◆ The data:
-.-.-

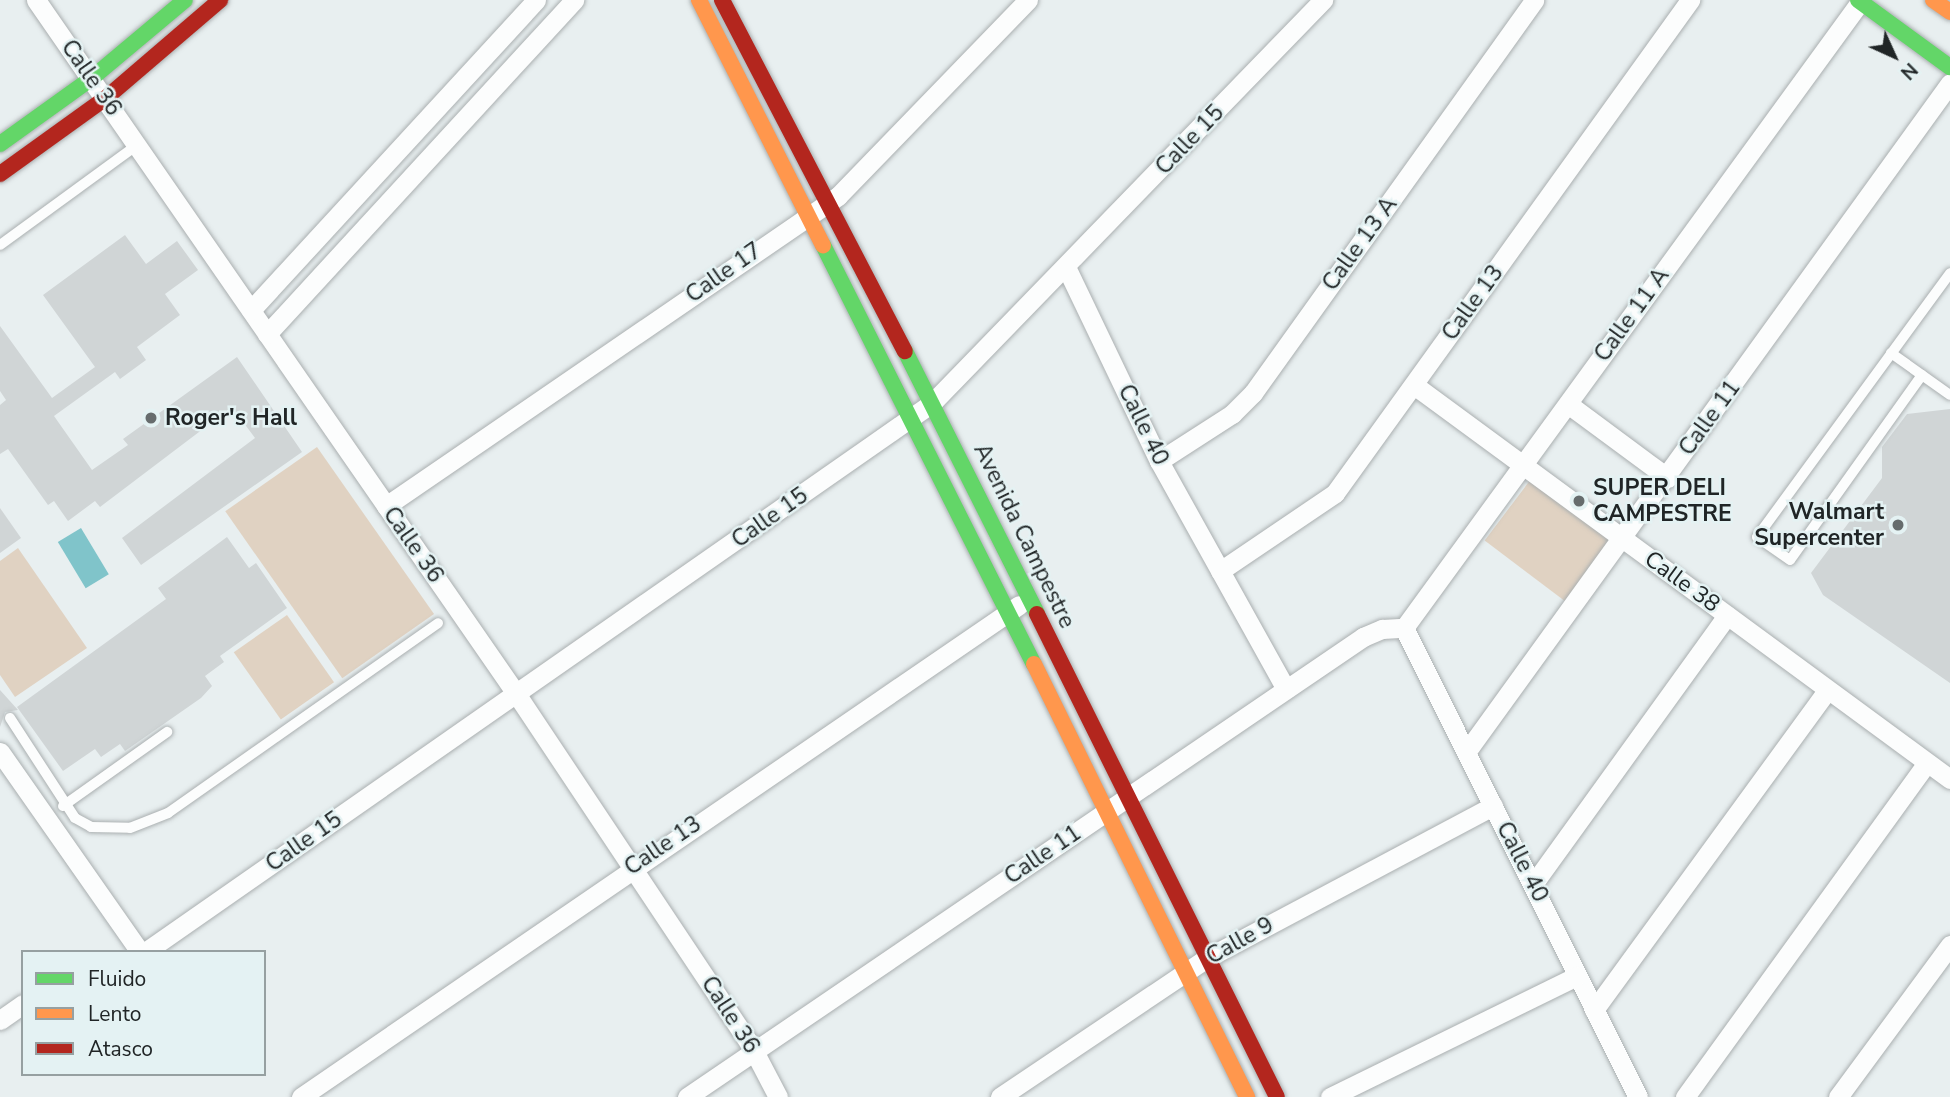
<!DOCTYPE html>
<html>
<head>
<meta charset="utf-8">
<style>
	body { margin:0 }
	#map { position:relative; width:1950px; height:1097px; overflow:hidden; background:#e8eff0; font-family:"Nunito Sans",sans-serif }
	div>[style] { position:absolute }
	.green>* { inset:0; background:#e0d2c2; transform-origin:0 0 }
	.water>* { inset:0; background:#80c4ca; transform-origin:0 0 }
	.building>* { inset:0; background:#d0d5d6 }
	.roads { filter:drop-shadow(0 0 2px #aaafb0) drop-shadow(0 0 2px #aaafb0) }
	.lane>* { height:10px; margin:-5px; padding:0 5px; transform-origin:5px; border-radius:5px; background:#fcfdfd }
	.street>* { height:19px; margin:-9.5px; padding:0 9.5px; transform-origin:9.5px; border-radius:9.5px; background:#fcfdfd }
	.fast>* { height:16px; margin:-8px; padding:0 8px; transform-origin:8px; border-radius:8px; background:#63d668 }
	.slow>* { height:16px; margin:-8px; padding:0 8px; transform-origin:8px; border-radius:8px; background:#ff974d }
	.jam>* { height:16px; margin:-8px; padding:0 8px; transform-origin:8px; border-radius:8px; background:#b3261e }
	.dots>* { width:19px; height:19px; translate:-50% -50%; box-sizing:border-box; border:4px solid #e4f2f3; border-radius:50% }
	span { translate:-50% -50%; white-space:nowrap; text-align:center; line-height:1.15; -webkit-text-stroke:5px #e4f2f3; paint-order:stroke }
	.street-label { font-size:23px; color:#202526 }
	.poi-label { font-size:23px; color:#202526; font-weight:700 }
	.left { translate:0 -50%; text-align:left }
	.right { translate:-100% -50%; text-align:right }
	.legend { position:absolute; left:21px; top:950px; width:245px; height:126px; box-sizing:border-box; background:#e4f2f3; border:2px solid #96a0a1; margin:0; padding:9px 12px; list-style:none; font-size:21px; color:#202526 }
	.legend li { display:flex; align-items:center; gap:14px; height:35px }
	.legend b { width:35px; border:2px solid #96a0a1 }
	.north { position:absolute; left:1859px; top:21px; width:70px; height:70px; -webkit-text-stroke:5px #e4f2f3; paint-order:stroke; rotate:135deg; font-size:19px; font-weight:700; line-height:28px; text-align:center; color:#202526 }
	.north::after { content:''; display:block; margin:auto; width:24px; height:32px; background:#202526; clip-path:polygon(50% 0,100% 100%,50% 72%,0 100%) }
</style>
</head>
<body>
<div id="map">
	<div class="green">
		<div style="left:317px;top:447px;width:204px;height:112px;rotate:55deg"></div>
		<div style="left:1531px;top:479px;width:102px;height:77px;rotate:37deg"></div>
		<div style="clip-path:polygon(18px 548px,87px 648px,15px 697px,0 675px,0 561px)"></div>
		<div style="left:287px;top:615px;width:82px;height:65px;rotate:55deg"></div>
	</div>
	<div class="water">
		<div style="left:81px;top:528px;width:54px;height:27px;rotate:59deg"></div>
	</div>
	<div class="building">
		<div style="clip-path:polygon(125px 235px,146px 264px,177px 241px,198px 270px,165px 294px,180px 315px,137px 347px,146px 360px,120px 379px,115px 372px,54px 416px,92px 470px,128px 445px,123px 439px,237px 357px,302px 452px,141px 565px,122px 538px,255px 438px,232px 407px,100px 507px,95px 501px,68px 521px,54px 501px,48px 505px,8px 449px,0 454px,0 405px,6px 400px,0 391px,0 326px,52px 398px,95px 367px,43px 295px)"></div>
		<div style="clip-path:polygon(1950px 409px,1950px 683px,1823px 595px,1811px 573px,1882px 478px,1882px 447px,1907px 414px)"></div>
		<div style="clip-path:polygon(0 508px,21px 538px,0 553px)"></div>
		<div style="clip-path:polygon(227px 537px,249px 568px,256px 563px,287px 608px,220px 656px,224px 662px,205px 676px,212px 686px,201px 698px,125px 751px,120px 744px,101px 757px,95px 749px,63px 771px,17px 707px,166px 599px,158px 588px)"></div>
		<div style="clip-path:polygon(0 690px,18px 710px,5px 712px,0 727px)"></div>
	</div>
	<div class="roads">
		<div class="lane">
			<div style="left:0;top:245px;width:170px;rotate:-36.1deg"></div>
			<div style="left:1891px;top:353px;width:72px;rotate:35.4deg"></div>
			<div style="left:1922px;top:375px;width:227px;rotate:125.5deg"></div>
			<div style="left:1790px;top:560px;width:40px;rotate:-145.1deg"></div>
			<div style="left:1757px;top:537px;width:327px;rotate:-53.8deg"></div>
			<div style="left:10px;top:718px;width:119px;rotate:57deg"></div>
			<div style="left:75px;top:818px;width:18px;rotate:29deg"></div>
			<div style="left:91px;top:827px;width:39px;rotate:1deg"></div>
			<div style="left:130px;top:828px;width:41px;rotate:-21.5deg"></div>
			<div style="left:168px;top:813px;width:330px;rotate:-35.1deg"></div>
			<div style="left:63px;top:806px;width:128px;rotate:-35.4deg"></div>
		</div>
		<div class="street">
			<div style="left:36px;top:0;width:845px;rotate:55.31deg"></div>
			<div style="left:517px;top:695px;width:428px;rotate:56.3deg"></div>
			<div style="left:754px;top:1051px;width:52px;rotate:62.4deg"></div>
			<div style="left:1067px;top:269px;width:213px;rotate:64.4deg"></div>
			<div style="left:1159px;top:461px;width:261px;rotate:60.9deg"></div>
			<div style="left:251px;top:310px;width:421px;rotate:-47.4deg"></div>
			<div style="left:267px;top:334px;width:454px;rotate:-47.4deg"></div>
			<div style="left:1414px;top:385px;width:665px;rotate:36.32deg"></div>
			<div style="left:1568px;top:404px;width:124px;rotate:36.5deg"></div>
			<div style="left:1159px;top:461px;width:87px;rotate:-32.8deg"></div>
			<div style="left:1232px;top:414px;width:30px;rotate:-45deg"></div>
			<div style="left:1253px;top:393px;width:483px;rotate:-54.4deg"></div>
			<div style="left:386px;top:506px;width:548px;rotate:-34.44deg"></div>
			<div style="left:838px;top:196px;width:273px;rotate:-45.9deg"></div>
			<div style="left:1220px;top:571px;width:139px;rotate:-34.1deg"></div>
			<div style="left:1335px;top:493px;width:608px;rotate:-54.24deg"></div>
			<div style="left:1404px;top:628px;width:774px;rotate:-53.93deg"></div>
			<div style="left:1404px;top:628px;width:524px;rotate:63.48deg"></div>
			<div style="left:1467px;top:751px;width:824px;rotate:-54.13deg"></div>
			<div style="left:0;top:752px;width:244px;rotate:55deg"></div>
			<div style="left:1534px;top:883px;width:330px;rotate:-54.2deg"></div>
			<div style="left:145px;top:952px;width:960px;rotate:-34.9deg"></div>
			<div style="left:932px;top:403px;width:562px;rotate:-45.87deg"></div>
			<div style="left:1594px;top:1010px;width:396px;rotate:-53.9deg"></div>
			<div style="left:0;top:1020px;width:28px;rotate:-35deg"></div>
			<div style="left:301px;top:1097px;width:870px;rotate:-34.42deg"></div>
			<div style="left:687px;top:1097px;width:818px;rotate:-34.23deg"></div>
			<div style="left:1363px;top:637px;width:21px;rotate:-23deg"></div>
			<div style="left:1382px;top:629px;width:22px;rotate:-3deg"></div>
			<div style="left:1000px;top:1097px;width:249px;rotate:-33.9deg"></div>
			<div style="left:1207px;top:958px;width:324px;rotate:-28deg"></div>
			<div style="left:1330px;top:1097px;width:275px;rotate:-26.1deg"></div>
			<div style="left:1685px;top:1097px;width:412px;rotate:-54.1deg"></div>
			<div style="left:1838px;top:1097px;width:189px;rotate:-53.6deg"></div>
		</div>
		<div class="fast">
			<div style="left:1858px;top:0;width:114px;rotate:36.1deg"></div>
			<div style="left:0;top:144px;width:113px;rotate:-35.7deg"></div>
			<div style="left:92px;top:78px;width:121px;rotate:-40deg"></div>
			<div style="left:823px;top:245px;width:469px;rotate:63.3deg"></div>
			<div style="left:905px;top:351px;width:294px;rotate:63.3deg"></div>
		</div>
		<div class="slow">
			<div style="left:699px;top:0;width:275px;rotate:63.2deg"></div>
			<div style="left:1933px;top:0;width:21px;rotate:35deg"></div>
			<div style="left:1034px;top:664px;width:483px;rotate:63.8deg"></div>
		</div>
		<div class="jam">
			<div style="left:722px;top:0;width:396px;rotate:62.5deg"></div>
			<div style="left:0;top:174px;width:132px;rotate:-35.7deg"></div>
			<div style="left:107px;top:97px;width:149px;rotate:-40.6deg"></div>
			<div style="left:1037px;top:614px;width:539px;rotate:63.58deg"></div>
		</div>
	</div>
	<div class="dots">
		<div style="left:151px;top:418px;background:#666c6d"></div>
		<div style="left:1579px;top:501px;background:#666c6d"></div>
		<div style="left:1898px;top:525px;background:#666c6d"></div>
	</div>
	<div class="street-label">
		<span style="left:91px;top:78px;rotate:55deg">Calle 36</span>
		<span style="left:1190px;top:140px;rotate:-46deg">Calle 15</span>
		<span style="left:1360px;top:244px;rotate:-54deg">Calle 13 A</span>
		<span style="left:724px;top:273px;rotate:-35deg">Calle 17</span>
		<span style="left:1473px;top:303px;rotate:-54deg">Calle 13</span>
		<span style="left:1632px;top:315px;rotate:-54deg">Calle 11 A</span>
		<span style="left:1710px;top:418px;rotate:-54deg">Calle 11</span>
		<span style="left:1143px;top:425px;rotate:64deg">Calle 40</span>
		<span style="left:770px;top:518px;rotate:-35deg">Calle 15</span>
		<span style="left:1024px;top:536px;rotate:64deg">Avenida Campestre</span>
		<span style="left:413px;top:545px;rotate:55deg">Calle 36</span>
		<span style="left:1682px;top:582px;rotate:36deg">Calle 38</span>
		<span style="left:304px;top:842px;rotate:-35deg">Calle 15</span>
		<span style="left:663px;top:846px;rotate:-34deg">Calle 13</span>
		<span style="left:1043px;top:855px;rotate:-34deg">Calle 11</span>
		<span style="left:1522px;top:862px;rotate:63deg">Calle 40</span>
		<span style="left:1240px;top:941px;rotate:-29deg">Calle 9</span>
		<span style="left:730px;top:1015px;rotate:57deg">Calle 36</span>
	</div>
	<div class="poi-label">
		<span class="left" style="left:165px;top:418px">Roger's Hall</span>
		<span class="left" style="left:1593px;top:501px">SUPER DELI<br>CAMPESTRE</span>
		<span class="right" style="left:1884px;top:525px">Walmart<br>Supercenter</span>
	</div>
	<ul class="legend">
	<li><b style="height:9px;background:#63d668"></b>Fluido</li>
	<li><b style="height:9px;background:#ff974d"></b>Lento</li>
	<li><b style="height:9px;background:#b3261e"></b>Atasco</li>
	</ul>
	<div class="north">N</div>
</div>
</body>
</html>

-.-.-

◆ What is required: Lines with "lane": find them in the data and copy each one.

◆ Task response:
	.lane>* { height:10px; margin:-5px; padding:0 5px; transform-origin:5px; border-radius:5px; background:#fcfdfd }
		<div class="lane">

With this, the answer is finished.